Ateam Black Label’s Melbourne schedule encompasses a two-day intensive dance workshop, a two-day open workshop for dancers at all levels of experience, and
a community outreach event with Reclink Australia who provide evidence-based sport and art programs to disadvantaged Australians to create socially inclusive, life-changing opportunities. They’ll also slot in pop-up appearances at clubs and some unexpected surprise locations.

“[The purpose of] this particular tour is for us to come out there and really give back our know-how of years and years of experience on how to open up the mind of dancers in Australia,” Butta says.
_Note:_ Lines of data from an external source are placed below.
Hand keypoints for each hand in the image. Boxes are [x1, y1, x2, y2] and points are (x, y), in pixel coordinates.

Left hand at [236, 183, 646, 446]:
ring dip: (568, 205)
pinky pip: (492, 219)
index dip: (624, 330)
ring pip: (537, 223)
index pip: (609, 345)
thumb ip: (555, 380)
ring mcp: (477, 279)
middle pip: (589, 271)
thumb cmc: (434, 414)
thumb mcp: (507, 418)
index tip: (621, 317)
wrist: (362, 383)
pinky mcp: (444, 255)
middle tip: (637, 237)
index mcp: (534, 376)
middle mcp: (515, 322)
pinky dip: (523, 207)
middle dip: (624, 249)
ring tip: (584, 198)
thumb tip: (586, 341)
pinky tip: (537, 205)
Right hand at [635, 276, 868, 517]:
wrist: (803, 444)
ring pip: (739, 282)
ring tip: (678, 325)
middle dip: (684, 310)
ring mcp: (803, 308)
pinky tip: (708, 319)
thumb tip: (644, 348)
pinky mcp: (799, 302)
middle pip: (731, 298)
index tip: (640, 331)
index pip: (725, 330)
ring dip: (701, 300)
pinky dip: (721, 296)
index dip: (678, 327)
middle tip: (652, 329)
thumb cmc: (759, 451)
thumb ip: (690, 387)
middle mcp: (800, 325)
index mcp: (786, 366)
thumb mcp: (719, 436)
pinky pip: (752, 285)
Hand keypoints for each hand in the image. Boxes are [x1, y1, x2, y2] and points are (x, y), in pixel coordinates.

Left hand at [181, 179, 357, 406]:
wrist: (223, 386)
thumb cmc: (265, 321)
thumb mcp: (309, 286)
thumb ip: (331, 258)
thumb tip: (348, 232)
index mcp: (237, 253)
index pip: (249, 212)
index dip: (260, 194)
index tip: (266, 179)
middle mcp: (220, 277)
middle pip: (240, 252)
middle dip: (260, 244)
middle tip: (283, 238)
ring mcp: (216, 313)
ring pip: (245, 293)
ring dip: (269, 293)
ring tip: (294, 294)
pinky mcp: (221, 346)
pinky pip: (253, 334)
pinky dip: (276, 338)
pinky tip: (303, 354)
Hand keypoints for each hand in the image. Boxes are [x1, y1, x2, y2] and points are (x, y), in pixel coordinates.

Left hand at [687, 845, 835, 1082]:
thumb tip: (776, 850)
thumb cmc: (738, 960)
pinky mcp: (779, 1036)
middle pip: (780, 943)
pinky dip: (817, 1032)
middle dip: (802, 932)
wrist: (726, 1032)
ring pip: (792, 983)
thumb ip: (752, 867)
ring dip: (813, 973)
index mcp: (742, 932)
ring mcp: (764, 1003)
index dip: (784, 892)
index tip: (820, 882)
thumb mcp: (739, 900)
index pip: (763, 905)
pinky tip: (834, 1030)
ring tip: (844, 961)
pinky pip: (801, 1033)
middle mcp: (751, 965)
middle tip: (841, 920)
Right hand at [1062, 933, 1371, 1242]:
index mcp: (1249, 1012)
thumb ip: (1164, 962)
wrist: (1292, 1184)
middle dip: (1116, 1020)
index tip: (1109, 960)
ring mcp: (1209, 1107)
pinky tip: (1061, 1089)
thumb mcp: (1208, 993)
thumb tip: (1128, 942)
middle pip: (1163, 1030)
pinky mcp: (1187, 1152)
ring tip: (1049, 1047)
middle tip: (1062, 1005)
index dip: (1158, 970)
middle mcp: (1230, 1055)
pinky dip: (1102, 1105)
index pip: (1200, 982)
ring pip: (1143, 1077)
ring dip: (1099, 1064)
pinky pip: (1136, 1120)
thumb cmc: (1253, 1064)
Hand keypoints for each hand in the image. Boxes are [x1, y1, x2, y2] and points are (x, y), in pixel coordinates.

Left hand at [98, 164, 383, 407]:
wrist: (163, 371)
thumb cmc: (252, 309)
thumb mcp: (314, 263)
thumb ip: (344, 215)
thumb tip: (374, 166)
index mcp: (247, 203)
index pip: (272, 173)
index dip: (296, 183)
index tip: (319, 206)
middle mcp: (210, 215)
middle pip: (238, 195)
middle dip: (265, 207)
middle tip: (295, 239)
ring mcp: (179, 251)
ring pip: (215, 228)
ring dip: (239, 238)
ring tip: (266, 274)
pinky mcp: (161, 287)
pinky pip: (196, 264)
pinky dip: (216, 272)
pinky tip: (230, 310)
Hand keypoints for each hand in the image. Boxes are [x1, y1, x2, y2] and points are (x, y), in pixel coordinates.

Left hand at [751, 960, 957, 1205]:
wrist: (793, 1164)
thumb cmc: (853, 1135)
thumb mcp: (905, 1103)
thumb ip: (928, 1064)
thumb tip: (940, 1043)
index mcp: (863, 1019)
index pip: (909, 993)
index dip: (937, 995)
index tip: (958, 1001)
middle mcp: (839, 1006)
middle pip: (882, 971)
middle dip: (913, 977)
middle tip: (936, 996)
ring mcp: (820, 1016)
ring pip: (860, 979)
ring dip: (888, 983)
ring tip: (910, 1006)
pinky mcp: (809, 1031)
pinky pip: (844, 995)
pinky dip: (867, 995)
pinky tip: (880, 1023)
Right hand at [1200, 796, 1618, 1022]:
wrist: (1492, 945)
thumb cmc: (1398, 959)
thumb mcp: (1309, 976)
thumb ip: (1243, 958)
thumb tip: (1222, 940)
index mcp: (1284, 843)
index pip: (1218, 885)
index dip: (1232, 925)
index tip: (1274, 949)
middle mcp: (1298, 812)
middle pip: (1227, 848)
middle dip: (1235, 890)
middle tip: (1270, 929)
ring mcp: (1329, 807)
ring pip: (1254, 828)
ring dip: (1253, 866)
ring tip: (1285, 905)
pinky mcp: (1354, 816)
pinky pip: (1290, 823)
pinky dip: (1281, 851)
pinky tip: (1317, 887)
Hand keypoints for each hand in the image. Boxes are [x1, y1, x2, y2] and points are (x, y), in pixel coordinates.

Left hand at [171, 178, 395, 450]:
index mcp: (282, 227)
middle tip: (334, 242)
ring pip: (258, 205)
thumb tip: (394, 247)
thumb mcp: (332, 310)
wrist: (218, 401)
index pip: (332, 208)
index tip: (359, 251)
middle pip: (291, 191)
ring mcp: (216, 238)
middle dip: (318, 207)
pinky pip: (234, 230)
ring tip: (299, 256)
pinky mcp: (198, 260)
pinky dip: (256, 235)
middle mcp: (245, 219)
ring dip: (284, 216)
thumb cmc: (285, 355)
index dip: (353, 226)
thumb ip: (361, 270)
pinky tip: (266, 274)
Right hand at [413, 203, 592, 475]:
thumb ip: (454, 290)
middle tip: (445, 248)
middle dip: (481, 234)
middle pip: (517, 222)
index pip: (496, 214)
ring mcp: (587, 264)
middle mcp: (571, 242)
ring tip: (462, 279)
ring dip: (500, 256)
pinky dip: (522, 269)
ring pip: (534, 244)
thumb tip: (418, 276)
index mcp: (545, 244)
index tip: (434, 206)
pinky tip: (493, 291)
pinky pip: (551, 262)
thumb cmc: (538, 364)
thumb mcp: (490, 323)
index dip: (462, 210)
The itinerary is representative of the group’s interest in working with dancers at various skill levels and from a range of socioeconomic backgrounds.

“We grew up in an era where it was us meeting up with our friends, going to our garage and figuring stuff out on our own,” says Toshi. “We never actually learned
knowledge from the sources. It’s the same thing in Australia – you don’t have the dancers that have been dancing for your favourite artists and battling and travelling around the world and doing what you dreamt of doing. You don’t have those people teaching you, so that’s what we’re trying to bring to all ages.”

The purpose of the workshops – which they’re also hosting in Sydney and Brisbane – is to equip dancers with the necessary means to make a career out of doing what they love without having to take the traditional route.

The traditional route, says Butta, involves flying to California to network, then hoping to land an audition.

“Once that’s done and nothing happens, you come back to what? To doing the same old thing without having the tools or the knowledge or the know-how to actually invest in yourself and promote yourself on another level, to separate yourself from the pack,” he says.

“Anybody that’s done world tours – like Toshi, Havoc and a couple of other guys doing world battle tours – they never come and actually teach with the mindset to give what we know versus just teaching you moves.

“So we’re giving knowledge on something that [dancers] can hold onto, not only just in dance but in life. They can continue to grow and separate themselves
and add value to their selves and be able to take what we’re teaching them on for life.”

The Ateam Black Label will be in Melbourne from Wednesday November 6 to Sunday November 10 conducting a series of workshops alongside a live showcase at The State Library and a block party at Section 8. Tickets for the Open Dance Workshop and two-day intensive Dance Workshop are available via Eventbrite.